(Data entries)
*****
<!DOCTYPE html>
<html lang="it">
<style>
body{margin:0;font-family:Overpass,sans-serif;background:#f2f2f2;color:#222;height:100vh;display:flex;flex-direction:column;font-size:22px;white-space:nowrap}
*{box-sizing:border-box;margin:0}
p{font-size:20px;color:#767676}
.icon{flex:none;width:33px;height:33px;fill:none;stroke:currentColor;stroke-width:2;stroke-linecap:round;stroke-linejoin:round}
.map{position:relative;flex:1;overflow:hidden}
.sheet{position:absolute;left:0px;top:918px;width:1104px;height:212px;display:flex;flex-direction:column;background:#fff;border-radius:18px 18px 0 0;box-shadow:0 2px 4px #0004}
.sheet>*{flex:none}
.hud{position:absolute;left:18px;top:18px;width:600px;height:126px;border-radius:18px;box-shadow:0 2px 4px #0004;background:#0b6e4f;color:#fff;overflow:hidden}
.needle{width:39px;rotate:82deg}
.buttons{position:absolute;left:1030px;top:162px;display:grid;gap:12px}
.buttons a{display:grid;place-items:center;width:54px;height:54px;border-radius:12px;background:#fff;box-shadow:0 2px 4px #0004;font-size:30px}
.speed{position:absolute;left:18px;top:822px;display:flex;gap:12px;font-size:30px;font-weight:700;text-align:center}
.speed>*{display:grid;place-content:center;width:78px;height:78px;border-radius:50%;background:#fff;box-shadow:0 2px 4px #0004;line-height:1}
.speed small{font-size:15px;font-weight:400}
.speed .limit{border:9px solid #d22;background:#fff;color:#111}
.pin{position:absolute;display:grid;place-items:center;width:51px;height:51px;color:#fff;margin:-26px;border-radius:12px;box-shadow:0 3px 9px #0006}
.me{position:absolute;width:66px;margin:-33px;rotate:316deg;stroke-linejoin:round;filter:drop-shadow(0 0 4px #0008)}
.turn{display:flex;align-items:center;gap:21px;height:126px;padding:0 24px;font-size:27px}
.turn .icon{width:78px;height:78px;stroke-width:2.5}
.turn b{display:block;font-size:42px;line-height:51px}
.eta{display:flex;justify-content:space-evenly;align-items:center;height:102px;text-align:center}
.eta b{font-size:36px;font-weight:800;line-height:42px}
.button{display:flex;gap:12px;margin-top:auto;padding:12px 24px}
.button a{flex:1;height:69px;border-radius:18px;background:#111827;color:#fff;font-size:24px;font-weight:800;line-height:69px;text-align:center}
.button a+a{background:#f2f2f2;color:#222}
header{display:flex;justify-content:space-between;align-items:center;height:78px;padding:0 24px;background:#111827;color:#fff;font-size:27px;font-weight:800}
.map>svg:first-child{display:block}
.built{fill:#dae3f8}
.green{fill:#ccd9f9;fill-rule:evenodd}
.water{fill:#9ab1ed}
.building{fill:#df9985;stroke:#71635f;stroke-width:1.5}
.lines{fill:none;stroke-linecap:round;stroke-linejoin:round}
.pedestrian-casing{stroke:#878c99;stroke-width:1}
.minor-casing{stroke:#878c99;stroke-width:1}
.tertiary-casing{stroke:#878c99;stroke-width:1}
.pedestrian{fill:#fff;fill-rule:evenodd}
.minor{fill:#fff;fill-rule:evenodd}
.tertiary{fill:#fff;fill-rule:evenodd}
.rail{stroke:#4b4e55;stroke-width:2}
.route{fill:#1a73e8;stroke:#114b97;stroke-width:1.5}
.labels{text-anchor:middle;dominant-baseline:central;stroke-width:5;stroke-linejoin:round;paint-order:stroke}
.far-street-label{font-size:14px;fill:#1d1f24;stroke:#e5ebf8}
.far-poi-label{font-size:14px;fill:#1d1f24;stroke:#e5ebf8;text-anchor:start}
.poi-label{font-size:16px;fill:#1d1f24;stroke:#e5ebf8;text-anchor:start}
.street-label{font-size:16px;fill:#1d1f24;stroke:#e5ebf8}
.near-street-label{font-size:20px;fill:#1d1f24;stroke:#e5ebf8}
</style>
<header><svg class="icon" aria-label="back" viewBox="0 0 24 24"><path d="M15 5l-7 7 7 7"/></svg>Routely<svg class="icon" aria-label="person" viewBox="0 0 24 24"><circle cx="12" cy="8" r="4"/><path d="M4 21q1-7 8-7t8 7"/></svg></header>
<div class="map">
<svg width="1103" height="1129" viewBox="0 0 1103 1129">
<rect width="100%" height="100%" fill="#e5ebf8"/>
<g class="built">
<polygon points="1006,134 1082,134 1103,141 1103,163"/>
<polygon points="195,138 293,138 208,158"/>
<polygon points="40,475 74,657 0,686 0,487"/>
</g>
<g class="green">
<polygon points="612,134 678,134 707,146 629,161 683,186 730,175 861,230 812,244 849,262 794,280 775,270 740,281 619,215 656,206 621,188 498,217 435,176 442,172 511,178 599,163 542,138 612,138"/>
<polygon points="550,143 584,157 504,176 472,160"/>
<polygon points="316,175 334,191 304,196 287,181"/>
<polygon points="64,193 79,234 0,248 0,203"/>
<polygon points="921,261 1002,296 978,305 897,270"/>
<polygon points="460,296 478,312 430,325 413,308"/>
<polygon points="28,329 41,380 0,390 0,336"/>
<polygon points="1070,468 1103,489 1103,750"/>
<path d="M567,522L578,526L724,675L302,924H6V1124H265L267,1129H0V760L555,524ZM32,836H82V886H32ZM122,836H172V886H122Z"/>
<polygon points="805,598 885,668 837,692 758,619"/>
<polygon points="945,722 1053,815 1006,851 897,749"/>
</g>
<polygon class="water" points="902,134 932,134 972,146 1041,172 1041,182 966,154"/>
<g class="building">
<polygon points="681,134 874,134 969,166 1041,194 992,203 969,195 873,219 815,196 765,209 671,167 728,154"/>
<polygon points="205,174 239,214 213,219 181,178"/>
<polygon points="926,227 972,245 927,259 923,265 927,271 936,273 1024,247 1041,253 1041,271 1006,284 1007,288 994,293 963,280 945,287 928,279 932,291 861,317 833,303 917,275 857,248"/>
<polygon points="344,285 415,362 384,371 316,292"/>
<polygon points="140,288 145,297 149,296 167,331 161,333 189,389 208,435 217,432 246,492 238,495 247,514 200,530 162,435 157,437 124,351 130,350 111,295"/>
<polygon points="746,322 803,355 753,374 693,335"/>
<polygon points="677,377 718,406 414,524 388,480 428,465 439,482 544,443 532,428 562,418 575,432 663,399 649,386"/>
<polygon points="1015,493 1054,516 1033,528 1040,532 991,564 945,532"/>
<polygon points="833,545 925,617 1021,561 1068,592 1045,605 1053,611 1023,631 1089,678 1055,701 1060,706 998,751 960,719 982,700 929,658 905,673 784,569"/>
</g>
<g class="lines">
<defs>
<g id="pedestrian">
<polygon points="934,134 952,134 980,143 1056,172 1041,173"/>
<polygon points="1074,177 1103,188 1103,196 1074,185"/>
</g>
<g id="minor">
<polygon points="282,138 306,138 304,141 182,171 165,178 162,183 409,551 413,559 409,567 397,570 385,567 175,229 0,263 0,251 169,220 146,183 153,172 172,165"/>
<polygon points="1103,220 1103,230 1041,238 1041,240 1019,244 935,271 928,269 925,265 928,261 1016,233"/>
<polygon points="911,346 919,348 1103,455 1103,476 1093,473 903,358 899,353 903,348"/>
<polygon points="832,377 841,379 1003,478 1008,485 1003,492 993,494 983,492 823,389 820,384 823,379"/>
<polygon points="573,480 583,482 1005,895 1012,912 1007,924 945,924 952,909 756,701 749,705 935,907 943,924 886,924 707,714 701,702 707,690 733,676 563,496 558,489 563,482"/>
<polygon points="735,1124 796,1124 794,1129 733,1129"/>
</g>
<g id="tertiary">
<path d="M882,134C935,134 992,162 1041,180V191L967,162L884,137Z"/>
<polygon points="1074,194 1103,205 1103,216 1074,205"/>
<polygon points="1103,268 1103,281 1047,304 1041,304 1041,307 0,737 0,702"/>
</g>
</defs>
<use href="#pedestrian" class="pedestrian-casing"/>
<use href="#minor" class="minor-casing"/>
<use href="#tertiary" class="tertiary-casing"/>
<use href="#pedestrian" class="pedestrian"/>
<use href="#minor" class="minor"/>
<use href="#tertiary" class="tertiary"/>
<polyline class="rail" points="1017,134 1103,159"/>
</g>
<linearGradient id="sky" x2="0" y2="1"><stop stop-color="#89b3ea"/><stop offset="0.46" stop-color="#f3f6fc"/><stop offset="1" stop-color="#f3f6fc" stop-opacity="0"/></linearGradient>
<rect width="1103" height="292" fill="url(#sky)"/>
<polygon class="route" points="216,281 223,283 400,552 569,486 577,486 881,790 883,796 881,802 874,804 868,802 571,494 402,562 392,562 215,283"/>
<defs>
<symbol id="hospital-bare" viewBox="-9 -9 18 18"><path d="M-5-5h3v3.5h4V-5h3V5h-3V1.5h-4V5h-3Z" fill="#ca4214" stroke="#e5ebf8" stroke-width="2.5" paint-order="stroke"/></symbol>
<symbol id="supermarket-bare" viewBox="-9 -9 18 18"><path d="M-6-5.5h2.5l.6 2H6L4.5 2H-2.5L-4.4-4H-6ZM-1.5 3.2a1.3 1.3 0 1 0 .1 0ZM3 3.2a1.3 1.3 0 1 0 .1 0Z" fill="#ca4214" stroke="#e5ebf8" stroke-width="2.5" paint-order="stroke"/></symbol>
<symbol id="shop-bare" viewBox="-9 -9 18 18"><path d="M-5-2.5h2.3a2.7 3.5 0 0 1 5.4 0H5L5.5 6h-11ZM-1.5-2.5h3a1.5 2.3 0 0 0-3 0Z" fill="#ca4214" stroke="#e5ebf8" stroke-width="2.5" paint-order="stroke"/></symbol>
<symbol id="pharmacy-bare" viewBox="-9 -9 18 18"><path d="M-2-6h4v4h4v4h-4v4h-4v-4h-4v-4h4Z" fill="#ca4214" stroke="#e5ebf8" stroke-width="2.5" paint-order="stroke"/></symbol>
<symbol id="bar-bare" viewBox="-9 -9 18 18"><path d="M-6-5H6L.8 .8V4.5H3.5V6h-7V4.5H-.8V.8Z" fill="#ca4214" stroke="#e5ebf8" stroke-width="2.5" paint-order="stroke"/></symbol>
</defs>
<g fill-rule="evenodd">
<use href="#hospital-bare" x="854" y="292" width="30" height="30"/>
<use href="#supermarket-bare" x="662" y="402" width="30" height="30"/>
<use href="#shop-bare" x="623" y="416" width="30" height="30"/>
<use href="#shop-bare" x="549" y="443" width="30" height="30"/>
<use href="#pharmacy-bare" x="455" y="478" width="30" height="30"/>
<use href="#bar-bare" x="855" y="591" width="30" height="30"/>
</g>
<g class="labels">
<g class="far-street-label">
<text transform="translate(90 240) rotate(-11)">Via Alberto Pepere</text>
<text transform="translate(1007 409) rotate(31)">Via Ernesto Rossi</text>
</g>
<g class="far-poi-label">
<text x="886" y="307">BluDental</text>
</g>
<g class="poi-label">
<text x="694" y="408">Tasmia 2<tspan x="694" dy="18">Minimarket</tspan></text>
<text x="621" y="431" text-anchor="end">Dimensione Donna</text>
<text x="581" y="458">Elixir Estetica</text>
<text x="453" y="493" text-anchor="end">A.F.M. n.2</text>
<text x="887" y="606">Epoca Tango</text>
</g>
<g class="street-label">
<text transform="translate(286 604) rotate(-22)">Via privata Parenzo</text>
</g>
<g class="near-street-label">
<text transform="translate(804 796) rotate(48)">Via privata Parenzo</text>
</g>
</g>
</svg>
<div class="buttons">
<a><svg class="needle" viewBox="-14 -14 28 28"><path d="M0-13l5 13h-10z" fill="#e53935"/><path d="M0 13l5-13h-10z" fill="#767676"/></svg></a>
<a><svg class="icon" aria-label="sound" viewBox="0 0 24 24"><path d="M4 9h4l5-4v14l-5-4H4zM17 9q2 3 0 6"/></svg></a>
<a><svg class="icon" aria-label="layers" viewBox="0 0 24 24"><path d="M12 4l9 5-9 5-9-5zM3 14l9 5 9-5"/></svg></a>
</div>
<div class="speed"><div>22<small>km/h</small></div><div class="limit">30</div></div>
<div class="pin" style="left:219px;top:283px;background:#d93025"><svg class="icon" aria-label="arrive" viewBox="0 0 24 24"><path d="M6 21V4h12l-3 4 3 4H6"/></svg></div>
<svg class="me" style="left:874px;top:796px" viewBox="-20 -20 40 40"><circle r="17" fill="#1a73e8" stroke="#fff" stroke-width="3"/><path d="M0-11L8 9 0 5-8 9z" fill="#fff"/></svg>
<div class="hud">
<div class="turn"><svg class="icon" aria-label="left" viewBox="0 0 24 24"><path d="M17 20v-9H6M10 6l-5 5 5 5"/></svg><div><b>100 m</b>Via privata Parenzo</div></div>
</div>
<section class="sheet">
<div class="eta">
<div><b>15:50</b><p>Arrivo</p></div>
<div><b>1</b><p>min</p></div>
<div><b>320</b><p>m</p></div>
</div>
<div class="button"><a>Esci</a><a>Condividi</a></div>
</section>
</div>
*****
The problem =>
Each line in the records above that contains the word "hidden" must be copied.

Answer to the exercise =>
.map{position:relative;flex:1;overflow:hidden}
.hud{position:absolute;left:18px;top:18px;width:600px;height:126px;border-radius:18px;box-shadow:0 2px 4px #0004;background:#0b6e4f;color:#fff;overflow:hidden}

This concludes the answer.